Anderson’s opponent inside the Democratic primary sounded more like a Republican than a Democrat, thundering, “I think George McGovern and William R. Anderson are going to get a message when Tennesseans go to the polls.”  Witt warned, “There is a very definite danger that the Democrats will lose the seat in November if Congressman Anderson is renominated.  They have to have a moderate candidate to win this district.”  Anderson won the primary with just over 58% of the vote and Carter Witt tried to remain a loyal Democrat by backing his former opponent in the general election.  Naturally, Witt’s comments about the Congressman had changed substantially.  Witt said Anderson “is a man of integrity who is not afraid to speak his mind.  I know from personal experience he is a courageous and tenacious fighter.”  Witt urged his supporters to vote for Anderson in the general election.  It likely did Anderson little good when Massachusetts senator and liberal icon Edward “Teddy” Kennedy made his second pilgrimage to Tennessee to campaign for George McGovern.  Many Democrats inside the Sixth Congressional District had not forgotten the inference in Carter Witt’s campaign billboard, which had been plastered all across rural areas, stating simply: “Carter Witt – American.”

According to the Jackson Sun, Congressman Anderson’s reelection campaign in 1972 got off to a “slow start.”  Almost immediately, Anderson encountered hostility from some inside his own party.  While touring the Hickman County Courthouse, Anderson encountered County Court Clerk Ed Dotson, who snarled, “I had two boys in Vietnam while you were helping to burn draft cards with the Berrigans,” referring to the Berrigan brothers. “You were defending them Berrigans when J. Edgar Hoover was trying to indict them.”  Anderson, “visibly” shaken “by the argumentative Dotson,” managed to reply, “Somebody’s got his facts wrong” before quickly moving on past the Court Clerk.  A “dove” on the Vietnam War, Congressman Anderson later admitted to a reporter he had been the “target of much criticism for his support of the Berrigan brothers”, Roman Catholic priests who had been accused of “subversive anti-Vietnam demonstrations.”

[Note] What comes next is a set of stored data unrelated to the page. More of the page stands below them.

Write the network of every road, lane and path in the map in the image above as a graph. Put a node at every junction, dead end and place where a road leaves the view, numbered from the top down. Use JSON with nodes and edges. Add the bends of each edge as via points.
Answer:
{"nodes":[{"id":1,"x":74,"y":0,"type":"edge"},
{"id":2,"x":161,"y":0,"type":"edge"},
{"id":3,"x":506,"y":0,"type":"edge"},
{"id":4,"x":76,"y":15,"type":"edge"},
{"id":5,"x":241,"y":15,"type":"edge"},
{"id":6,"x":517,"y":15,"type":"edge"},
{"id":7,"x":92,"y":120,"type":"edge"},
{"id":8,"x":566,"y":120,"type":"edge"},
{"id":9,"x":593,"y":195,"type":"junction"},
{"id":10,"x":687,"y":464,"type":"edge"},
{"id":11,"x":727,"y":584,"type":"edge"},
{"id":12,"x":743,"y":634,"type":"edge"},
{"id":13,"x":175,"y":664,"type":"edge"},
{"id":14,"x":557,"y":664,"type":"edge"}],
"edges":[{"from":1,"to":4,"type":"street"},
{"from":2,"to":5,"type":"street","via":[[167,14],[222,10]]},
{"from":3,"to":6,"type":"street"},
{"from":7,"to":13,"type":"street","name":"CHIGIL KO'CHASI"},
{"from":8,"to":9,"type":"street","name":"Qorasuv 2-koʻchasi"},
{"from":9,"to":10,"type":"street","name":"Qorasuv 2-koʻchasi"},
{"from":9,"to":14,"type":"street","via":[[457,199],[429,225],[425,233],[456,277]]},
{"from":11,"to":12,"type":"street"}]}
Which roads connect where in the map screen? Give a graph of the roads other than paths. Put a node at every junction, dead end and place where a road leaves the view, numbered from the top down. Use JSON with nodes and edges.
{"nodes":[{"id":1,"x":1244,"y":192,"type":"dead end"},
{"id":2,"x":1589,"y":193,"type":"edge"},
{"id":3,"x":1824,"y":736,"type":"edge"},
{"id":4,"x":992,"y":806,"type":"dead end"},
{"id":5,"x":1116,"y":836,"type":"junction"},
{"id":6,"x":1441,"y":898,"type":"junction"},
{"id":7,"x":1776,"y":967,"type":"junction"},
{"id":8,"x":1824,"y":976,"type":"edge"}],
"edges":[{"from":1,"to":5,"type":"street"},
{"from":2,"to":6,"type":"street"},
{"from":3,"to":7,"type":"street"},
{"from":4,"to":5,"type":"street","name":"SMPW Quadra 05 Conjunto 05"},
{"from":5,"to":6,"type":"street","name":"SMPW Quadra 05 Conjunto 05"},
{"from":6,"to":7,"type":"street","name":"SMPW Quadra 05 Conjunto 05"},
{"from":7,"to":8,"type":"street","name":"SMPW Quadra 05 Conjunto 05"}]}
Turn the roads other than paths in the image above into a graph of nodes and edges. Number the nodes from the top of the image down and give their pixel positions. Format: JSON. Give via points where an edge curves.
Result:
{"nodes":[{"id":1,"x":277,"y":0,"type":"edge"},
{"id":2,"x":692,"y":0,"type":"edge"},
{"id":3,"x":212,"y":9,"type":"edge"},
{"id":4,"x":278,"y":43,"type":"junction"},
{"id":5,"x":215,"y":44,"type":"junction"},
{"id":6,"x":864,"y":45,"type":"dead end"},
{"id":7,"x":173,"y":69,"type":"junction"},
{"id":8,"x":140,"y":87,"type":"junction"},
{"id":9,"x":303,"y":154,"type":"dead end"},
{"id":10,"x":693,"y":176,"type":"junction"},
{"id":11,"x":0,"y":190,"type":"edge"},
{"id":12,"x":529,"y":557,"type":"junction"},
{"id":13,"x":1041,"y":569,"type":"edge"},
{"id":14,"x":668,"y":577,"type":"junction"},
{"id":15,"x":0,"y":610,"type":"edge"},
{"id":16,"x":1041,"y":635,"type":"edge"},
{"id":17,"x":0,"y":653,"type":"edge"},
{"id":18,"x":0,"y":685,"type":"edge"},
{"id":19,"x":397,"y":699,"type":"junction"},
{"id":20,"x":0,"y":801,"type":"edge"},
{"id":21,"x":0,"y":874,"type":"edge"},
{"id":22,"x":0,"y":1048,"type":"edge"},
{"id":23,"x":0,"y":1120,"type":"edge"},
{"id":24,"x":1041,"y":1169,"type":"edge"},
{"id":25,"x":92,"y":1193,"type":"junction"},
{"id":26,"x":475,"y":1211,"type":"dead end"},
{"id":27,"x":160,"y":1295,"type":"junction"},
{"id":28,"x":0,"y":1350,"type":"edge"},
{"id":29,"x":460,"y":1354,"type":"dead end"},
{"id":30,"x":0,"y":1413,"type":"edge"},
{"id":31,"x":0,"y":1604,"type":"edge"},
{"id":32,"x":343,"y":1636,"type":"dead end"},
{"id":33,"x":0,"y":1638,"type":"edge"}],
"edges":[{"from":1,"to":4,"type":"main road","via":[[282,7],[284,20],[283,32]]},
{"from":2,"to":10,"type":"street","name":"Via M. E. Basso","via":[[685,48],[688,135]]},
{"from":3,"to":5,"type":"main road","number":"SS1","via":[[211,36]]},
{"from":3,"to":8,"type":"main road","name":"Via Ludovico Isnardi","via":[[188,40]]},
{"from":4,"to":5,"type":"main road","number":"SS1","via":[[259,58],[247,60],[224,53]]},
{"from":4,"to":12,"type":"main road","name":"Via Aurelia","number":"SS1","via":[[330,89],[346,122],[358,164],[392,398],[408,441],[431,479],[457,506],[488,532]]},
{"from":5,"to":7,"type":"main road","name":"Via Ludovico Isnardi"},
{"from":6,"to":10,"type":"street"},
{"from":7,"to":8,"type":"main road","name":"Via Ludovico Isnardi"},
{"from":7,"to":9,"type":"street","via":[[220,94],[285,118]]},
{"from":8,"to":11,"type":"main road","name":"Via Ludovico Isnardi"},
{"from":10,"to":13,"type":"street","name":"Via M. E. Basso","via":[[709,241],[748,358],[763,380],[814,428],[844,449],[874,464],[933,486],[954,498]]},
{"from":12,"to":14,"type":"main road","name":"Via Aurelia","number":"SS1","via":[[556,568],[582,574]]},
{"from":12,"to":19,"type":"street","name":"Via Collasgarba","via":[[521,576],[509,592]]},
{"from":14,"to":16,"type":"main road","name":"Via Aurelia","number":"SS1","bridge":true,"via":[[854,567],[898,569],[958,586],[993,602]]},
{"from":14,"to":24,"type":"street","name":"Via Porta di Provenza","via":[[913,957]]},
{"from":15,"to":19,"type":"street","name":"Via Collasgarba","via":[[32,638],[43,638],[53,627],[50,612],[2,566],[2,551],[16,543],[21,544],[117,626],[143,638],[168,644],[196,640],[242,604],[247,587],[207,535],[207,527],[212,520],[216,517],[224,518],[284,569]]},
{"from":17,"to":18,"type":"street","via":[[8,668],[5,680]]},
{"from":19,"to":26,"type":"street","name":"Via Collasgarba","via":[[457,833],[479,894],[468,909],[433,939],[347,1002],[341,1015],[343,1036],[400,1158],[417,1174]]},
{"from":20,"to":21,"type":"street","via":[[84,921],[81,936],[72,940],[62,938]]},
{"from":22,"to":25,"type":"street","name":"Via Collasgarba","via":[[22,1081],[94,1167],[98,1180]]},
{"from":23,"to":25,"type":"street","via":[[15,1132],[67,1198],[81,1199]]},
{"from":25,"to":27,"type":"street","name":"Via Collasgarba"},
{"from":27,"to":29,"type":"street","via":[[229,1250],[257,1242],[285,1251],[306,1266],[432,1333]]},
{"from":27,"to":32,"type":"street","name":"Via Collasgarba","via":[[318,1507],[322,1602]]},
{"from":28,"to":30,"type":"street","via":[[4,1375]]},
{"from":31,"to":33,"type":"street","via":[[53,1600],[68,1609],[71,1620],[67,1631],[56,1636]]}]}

Robin Beard hammered at Anderson’s liberal record in Congress and stressed he would back the Nixon administration, not hamper it in Congress.  Beard charged Anderson had voted against President Nixon’s plan to bring about an “acceptable conclusion” to the war in Vietnam.  “He voted in favor of letting the Jane Fondas and her un-American friends run at will to give aid to the enemy,” Beard said.

The new Sixth District ran from the Nashville suburbs to those of Memphis.  Beard swept the Memphis suburbs on Election Day, which had been included in the newly configured Sixth Congressional District.  Beard won a convincing victory, taking almost 57% of the vote.  Beard proved to be a highly popular congressman and eventually was the GOP nominee for the U. S. Senate against Senator Jim Sasser in 1982.

William R. Anderson remained in Washington, D. C. working with a technology company that specialized in helping congressmen better individualize and assist constituents.  Described by his second wife as essentially a “shy” man who loved Tennessee and his country, William R. Anderson remained true to his own beliefs and tried hard to represent his people in Congress.  Anderson’s beliefs did not change with the political winds and tides.  In the face of a surging Republican tide in his district and Tennessee, William R. Anderson remained a liberal Democrat.

By the time he died on February 25, 2007, William R. Anderson had been so long removed from Tennessee and politics he was little remembered, save for his having commanded the Nautilus.  Surrounded by his wife and sons, William R. Anderson passed away peacefully at a hospital from kidney failure.  There were no editorials lauding his service to his country and to Tennessee; there should have been.